Néanmoins, sous le signe du démantèlement ou de la restructuration de l’État-providence, l’effet inhibiteur de la démocratie directe est particulièrement visible aujourd’hui : dans la démocratie directe, des prestations ou des droits acquis sont bien plus difficiles à abroger que dans des systèmes purement représentatifs, puisque la population doit explicitement soutenir ce démantèlement social. Dans un contexte de participation directe, les réformes sociopolitiques sont un exercice particulièrement difficile et ne peuvent être mises en œuvre que si des mesures d’austérité peuvent être assorties d’une amélioration des prestations. Les risques de blocage induits par la démocratie directe ne relèvent cependant pas seulement de causes institutionnelles ; ils dépendent aussi de manière déterminante d’autres facteurs sociétaux, économiques et politiques. Ainsi, la polarisation croissante entre les différents partis politiques depuis le début des années 2000 a accru ce risque de blocage, alors que la politique sociale n’avait cessé d’évoluer lentement mais sûrement au cours des décennies précédentes et ce, en dépit de la démocratie directe.

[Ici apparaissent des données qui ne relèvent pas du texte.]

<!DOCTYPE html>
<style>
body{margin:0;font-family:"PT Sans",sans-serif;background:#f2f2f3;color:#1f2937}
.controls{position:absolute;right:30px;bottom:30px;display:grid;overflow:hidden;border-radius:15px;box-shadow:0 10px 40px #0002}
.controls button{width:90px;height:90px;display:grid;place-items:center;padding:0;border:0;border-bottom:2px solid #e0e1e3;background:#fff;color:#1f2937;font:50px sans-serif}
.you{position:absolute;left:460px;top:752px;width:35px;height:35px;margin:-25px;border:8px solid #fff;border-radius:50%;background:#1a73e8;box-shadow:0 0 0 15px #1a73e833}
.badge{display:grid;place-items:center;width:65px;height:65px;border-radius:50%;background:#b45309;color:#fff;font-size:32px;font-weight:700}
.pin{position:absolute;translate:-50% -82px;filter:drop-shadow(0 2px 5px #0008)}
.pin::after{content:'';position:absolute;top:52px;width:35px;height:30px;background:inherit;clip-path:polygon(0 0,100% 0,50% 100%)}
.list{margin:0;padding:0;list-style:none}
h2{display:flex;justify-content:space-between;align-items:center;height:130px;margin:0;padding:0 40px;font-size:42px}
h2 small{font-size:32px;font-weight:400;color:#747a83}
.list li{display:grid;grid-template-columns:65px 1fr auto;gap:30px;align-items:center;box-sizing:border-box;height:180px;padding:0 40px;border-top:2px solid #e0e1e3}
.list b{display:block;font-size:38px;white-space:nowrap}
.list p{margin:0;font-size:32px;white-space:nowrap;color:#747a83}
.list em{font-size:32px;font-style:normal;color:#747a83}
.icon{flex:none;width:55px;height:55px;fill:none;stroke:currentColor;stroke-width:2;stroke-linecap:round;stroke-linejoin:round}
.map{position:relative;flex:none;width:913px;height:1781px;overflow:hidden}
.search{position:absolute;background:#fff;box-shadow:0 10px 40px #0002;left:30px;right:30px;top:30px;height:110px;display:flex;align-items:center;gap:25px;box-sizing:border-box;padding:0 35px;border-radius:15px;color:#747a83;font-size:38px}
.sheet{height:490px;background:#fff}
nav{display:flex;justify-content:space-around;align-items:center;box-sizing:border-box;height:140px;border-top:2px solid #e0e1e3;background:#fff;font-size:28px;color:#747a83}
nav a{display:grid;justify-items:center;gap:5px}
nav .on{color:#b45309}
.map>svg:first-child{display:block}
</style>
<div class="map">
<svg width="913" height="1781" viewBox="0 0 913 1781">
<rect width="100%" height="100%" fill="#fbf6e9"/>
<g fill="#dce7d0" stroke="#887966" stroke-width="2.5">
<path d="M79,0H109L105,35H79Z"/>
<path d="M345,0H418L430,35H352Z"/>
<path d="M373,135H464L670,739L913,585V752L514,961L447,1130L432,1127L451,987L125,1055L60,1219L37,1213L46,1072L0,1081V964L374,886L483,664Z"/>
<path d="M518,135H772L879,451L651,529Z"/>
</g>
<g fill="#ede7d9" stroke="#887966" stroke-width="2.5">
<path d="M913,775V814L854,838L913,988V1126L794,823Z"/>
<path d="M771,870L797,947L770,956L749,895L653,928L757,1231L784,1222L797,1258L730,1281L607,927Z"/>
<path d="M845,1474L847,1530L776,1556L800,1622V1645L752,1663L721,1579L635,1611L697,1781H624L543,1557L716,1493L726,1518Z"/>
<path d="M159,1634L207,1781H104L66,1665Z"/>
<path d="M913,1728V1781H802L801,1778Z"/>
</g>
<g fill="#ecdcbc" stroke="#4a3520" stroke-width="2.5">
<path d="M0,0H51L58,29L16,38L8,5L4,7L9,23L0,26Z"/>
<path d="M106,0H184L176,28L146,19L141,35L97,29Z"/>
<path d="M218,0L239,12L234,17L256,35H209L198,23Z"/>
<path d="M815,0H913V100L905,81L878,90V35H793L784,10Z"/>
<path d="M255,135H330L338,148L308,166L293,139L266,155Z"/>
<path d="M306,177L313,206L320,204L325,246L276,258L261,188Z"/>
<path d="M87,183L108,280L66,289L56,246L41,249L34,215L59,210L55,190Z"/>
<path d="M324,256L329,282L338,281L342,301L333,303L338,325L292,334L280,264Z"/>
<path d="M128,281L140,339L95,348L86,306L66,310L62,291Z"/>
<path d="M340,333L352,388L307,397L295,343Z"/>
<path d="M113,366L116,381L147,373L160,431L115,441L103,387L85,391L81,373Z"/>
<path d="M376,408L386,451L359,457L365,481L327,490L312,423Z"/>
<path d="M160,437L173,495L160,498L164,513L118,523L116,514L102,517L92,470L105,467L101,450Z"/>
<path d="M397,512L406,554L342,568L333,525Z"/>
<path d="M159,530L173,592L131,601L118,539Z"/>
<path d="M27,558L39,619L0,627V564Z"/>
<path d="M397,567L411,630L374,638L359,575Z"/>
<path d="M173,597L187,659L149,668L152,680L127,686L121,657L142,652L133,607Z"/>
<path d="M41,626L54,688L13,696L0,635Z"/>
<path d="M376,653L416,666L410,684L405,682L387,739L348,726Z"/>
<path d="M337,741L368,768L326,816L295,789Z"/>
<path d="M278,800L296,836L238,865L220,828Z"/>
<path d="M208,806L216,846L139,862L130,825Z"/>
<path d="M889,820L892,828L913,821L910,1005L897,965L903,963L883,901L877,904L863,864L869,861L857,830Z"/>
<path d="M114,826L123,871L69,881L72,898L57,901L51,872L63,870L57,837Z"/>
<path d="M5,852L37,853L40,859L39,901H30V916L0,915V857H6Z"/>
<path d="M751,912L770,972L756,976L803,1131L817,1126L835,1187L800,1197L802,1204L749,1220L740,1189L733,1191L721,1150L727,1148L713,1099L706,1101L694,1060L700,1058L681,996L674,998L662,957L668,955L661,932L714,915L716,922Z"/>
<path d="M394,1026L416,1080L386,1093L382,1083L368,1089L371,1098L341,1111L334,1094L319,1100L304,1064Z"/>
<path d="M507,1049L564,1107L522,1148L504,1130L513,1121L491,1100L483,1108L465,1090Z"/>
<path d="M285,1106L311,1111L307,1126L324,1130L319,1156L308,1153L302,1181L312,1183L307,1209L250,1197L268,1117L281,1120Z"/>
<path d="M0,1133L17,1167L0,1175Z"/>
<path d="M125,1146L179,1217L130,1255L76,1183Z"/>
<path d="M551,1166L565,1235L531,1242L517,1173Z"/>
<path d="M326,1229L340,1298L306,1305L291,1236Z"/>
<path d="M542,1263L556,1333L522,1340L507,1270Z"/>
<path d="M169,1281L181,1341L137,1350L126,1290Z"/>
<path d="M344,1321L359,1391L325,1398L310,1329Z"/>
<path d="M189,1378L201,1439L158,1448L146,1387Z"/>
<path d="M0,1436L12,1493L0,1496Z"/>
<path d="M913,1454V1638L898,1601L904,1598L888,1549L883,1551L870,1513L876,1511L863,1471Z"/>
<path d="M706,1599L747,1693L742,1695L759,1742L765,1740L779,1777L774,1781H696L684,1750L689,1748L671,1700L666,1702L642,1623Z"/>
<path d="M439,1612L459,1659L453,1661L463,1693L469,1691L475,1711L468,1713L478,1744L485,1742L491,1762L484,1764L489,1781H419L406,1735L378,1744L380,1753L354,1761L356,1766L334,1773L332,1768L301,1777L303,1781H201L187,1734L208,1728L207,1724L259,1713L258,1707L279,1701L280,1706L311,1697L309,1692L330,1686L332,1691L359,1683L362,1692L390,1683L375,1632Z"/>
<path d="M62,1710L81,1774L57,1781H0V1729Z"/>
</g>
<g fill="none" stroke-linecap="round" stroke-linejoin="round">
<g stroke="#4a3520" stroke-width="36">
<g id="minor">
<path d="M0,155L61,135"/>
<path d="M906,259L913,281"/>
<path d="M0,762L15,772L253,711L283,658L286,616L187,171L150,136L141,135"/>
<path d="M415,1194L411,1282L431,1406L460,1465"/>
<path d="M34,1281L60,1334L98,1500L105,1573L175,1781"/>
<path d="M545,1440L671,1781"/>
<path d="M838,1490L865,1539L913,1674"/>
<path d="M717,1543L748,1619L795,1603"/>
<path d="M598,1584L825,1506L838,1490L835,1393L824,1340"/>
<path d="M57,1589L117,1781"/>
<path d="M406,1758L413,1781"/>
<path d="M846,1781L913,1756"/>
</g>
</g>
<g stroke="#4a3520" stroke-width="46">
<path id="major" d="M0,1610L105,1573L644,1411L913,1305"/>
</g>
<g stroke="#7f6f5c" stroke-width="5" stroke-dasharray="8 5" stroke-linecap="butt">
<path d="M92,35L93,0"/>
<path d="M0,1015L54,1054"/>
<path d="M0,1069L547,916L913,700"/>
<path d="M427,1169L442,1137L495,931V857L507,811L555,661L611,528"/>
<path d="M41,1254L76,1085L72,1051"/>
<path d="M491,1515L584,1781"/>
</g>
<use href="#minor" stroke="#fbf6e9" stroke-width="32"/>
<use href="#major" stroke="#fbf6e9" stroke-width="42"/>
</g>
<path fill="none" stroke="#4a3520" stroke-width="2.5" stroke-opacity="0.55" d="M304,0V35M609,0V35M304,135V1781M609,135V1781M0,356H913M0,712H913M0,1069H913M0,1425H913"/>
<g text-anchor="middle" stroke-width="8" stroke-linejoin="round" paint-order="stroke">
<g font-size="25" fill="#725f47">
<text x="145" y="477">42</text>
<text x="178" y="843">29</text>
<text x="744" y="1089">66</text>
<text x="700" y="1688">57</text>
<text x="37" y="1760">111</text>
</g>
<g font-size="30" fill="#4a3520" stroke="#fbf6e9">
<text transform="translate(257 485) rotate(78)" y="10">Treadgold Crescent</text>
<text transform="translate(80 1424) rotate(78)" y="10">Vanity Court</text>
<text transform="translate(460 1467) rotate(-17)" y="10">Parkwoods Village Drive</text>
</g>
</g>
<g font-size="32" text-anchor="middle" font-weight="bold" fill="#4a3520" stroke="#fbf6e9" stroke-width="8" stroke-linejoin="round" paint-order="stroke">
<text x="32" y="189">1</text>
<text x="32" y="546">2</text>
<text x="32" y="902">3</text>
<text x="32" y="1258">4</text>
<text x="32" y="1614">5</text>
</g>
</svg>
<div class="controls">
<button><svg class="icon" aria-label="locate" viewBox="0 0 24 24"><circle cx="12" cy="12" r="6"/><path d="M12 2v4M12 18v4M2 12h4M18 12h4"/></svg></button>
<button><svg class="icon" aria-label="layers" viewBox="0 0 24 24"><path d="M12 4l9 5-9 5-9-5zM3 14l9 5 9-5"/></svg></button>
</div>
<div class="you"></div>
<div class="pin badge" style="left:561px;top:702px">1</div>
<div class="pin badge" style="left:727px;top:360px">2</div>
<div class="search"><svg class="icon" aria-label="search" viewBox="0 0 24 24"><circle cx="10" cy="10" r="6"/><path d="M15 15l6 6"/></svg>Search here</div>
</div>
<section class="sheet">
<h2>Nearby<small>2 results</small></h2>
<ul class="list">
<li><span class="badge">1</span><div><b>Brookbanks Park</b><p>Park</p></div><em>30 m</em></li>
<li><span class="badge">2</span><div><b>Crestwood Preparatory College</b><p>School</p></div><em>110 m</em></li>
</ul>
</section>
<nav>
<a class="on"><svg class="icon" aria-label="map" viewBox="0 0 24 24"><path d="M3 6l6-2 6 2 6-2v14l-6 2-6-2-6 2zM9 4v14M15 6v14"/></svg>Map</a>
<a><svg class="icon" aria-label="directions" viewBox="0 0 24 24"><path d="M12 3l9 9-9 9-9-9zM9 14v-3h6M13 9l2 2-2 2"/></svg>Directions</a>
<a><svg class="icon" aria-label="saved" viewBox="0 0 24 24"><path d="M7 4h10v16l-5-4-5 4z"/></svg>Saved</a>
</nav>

L’effet inhibiteur de la participation directe aux réformes sociopolitiques peut donc être considéré comme un défi passé, actuel, mais aussi futur, propre à la politique sociale suisse. Compte tenu de l’évolution démographique et de la faible marge de manœuvre financière de l’État, la nécessité de réforme du système de la sécurité sociale est incontestée dans une large mesure, mais les propositions en ce sens échouent les unes après les autres depuis le début du millénaire, notamment dans les urnes. Le débat sur la prévoyance vieillesse illustre parfaitement les particularités des processus de réforme sociopolitiques dans le cadre de la démocratie directe. Premièrement et comme évoqué plus haut, ces processus se caractérisent par des mesures d’économies assorties d’éléments de développement concrets, rendant peu probable toute réforme globale et l’allègement financier du budget de l’État reste souvent limité. Deuxièmement, les processus de réforme sont par essence des processus de longue haleine dans la mesure où des solutions globales équilibrées sont généralement le fruit d’années de négociations au sein du Parlement et du gouvernement. On peut y voir un impact indirect de la démocratie directe : afin d’éviter le référendum, on tente de trouver une solution aussi consensuelle que possible déjà au Parlement. Troisièmement, même en anticipant la « menace de référendum », les processus de réforme comprennent une part d’incertitude. Des campagnes de votation peuvent entraîner des dynamiques imprévues et mener à un Non dans les urnes. Le processus de réforme doit alors recommencer à zéro.

Références

Bonoli, G. & Häusermann, S. (2009). Who wants what from the welfare state ? Socio-structural cleavages in distributional politics : evidence from Swiss referendum votes. European Societies, 11(2), 211-232.

Obinger, H. (1998). Politische Institutionen und Sozialpolitik in der Schweiz : der Einfluss von Nebenregierungen auf Struktur und Entwicklungsdynamik des schweizerischen Sozialstaates. Frankfurt a.M. : P. Lang.

Wagschal, U. & Obinger, H. (2000). Der Einfluss der Direktdemokratie auf die Sozialpolitik. Politische Vierteljahresschrift, 41, 466-497.